Peter Prevc nie będzie najlepiej wspominał tegorocznego nordyckiego tournée. Słoweniec miał walczyć z Kamilem Stochem o Kryształową Kulę, a teraz musi bronić się przed trzecim w Pucharze Świata Severinem Freundem.
O ile pierwszy konkurs w szwedzkim Falun, po udanych dla Prevca Igrzyskach w Soczi, nie zapowiadał obniżki formy słoweńskiego skoczka, to już zawody w Finlandii pokazały, że w skokach podopiecznego Gorana Janusa zaczynają pojawiać się błędy. Najgorsze przyszło jednak w Norwegii, gdzie w loteryjnym konkursie w Trondheim Prevca zabrakło w finałowej serii. Również pierwszy skok w konkursie na Holmenkollen nie był udany:

- Na zawodach w Oslo walczyłem z samym sobą. Pierwszy skok nie wyszedł najlepiej. Miałem ponad dwadzieścia punktów straty. Musiałem się pozbierać. Przeanalizowałem skok na kamerze i w drugiej serii spisałem się znacznie lepiej - przyznał 21-letni zawodnik.
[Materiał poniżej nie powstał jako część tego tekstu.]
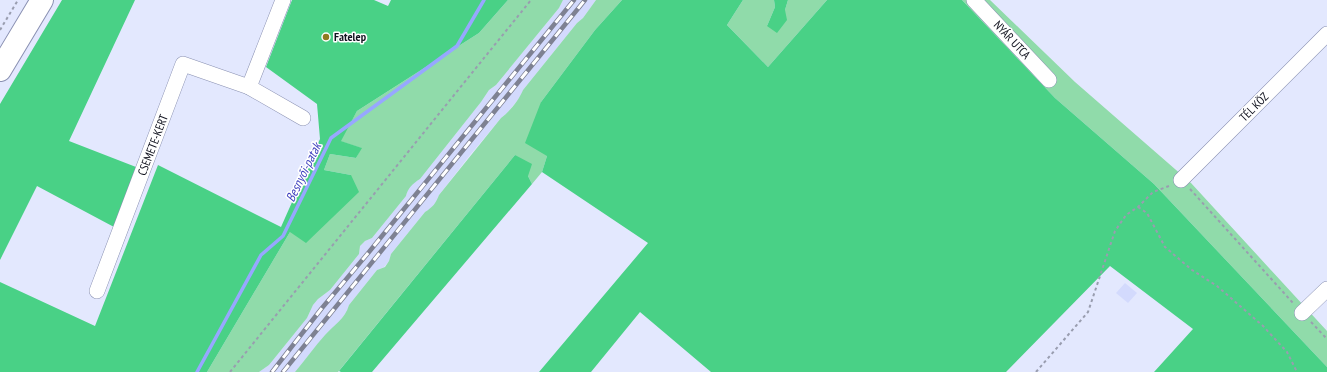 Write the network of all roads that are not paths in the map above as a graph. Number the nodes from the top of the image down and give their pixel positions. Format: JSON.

Dla Prevca nordyckie tournée było wymagające nie tylko pod względem fizycznym, ale i psychicznym:

- Stresująco było przede wszystkim na koniec. Brakowało dobrych skoków i rezultatów. Kiedy wszystko idzie dobrze, automatycznie masz więcej zapału. A kiedy skoki nie są dobre, turniej jest nieco bardziej męczący - przyznał Słoweniec.
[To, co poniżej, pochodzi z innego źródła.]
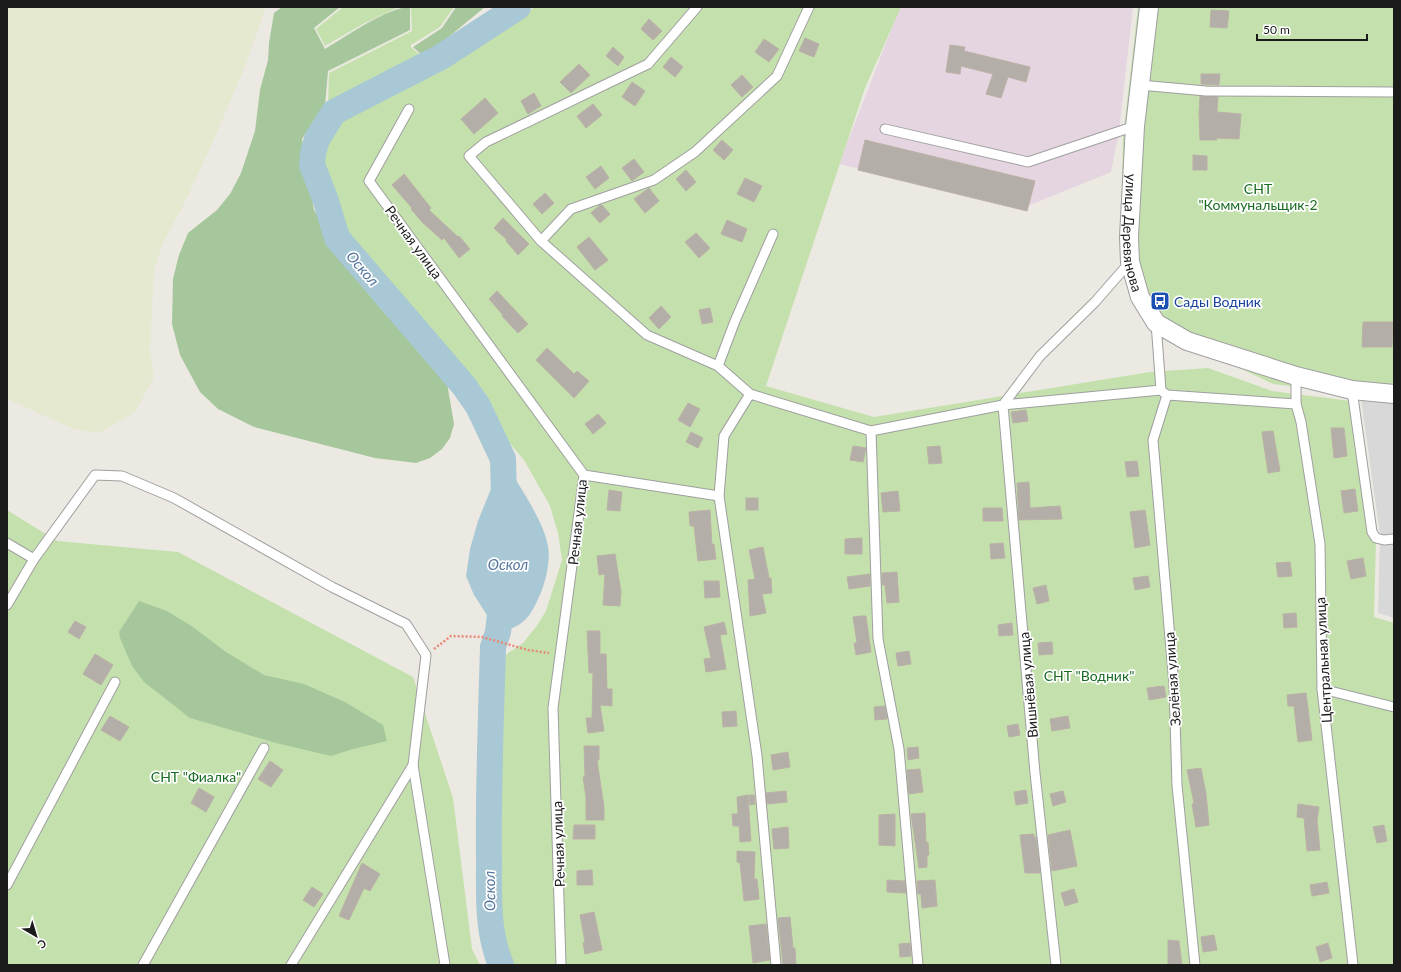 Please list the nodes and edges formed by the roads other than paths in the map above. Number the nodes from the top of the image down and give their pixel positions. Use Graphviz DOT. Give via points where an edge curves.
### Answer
graph roads {
  1 [pos="697,7"];
  2 [pos="809,7"];
  3 [pos="1149,7"];
  4 [pos="1140,85"];
  5 [pos="1394,92"];
  6 [pos="409,109"];
  7 [pos="1136,126"];
  8 [pos="885,129"];
  9 [pos="773,234"];
  10 [pos="541,241"];
  11 [pos="1130,262"];
  12 [pos="1156,323"];
  13 [pos="718,366"];
  14 [pos="1296,376"];
  15 [pos="1352,390"];
  16 [pos="1164,392"];
  17 [pos="750,394"];
  18 [pos="1394,394"];
  19 [pos="1296,404"];
  20 [pos="1003,405"];
  21 [pos="871,430"];
  22 [pos="584,475"];
  23 [pos="719,496"];
  24 [pos="1394,539"];
  25 [pos="7,543"];
  26 [pos="34,559"];
  27 [pos="7,605"];
  28 [pos="115,682"];
  29 [pos="1322,689"];
  30 [pos="1394,708"];
  31 [pos="264,748"];
  32 [pos="413,765"];
  33 [pos="7,885"];
  34 [pos="143,965"];
  35 [pos="291,965"];
  36 [pos="446,965"];
  37 [pos="562,965"];
  38 [pos="776,965"];
  39 [pos="918,965"];
  40 [pos="1056,965"];
  41 [pos="1195,965"];
  42 [pos="1353,965"];
  1 -- 10 [label="lane" via="648,64 486,142 469,156"];
  2 -- 10 [label="lane" via="777,76 695,152 654,180 571,210"];
  3 -- 4 [label="street, улица Деревянова"];
  4 -- 5 [label="lane" via="1206,91"];
  4 -- 7 [label="street, улица Деревянова"];
  6 -- 22 [label="lane, Речная улица" via="370,181"];
  7 -- 8 [label="lane" via="1028,162"];
  7 -- 11 [label="street, улица Деревянова" via="1129,237"];
  9 -- 13 [label="lane"];
  10 -- 13 [label="lane" via="648,335"];
  11 -- 12 [label="street, улица Деревянова" via="1140,297"];
  11 -- 20 [label="lane" via="1095,302 1040,356"];
  12 -- 14 [label="street, улица Деревянова" via="1187,340"];
  12 -- 16 [label="lane"];
  13 -- 17 [label="lane"];
  14 -- 15 [label="street, улица Деревянова"];
  14 -- 19 [label="lane, Центральная улица"];
  15 -- 18 [label="street, улица Деревянова"];
  15 -- 24 [label="lane" via="1372,532 1376,538"];
  16 -- 19 [label="lane"];
  16 -- 20 [label="lane"];
  16 -- 41 [label="lane, Зелёная улица" via="1153,440 1174,685 1177,785"];
  17 -- 21 [label="lane"];
  17 -- 23 [label="lane" via="724,436"];
  19 -- 29 [label="lane, Центральная улица" via="1320,544"];
  20 -- 21 [label="lane"];
  20 -- 40 [label="lane, Вишнёвая улица" via="1035,773"];
  21 -- 39 [label="lane" via="878,638 899,749"];
  22 -- 23 [label="lane"];
  22 -- 37 [label="lane, Речная улица" via="553,708"];
  23 -- 38 [label="lane" via="757,756"];
  25 -- 26 [label="lane"];
  26 -- 27 [label="lane"];
  26 -- 32 [label="lane" via="96,475 122,476 174,498 332,587 406,624 426,655"];
  28 -- 33 [label="lane"];
  29 -- 30 [label="lane"];
  29 -- 42 [label="lane, Центральная улица"];
  31 -- 34 [label="lane"];
  32 -- 35 [label="lane"];
  32 -- 36 [label="lane"];
}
Prevc obecnie zajmuje drugie miejsce w klasyfikacji generalnej, ale wydaje się, że jego szanse na zdobycie Kryształowej Kuli są czysto matematyczne. Co gorsza - coraz bardziej zagraża mu trzeci w klasyfikacji Severin Freund:

- Do świąt nie byłem nawet w dziesiątce. Teraz wciąż jestem drugi w Pucharze Świata. W ciągu dwóch miesięcy oddałem wiele dobrych skoków. Stoch jest teraz w świetnej formie, Freund złapał wysoką dyspozycję. Mi ona teraz ucieka - przyznał Prevc.

Teraz przed skoczkami chwila przerwy od pucharowych zmagań, później czas na loty w Harrachowie i rywalizację o kolejne medale:

- Loty w Harrachowie będą dla mnie ucieczką od mniejszych skoczni. Tam będę szukał nowej energii - stwierdził Prevc.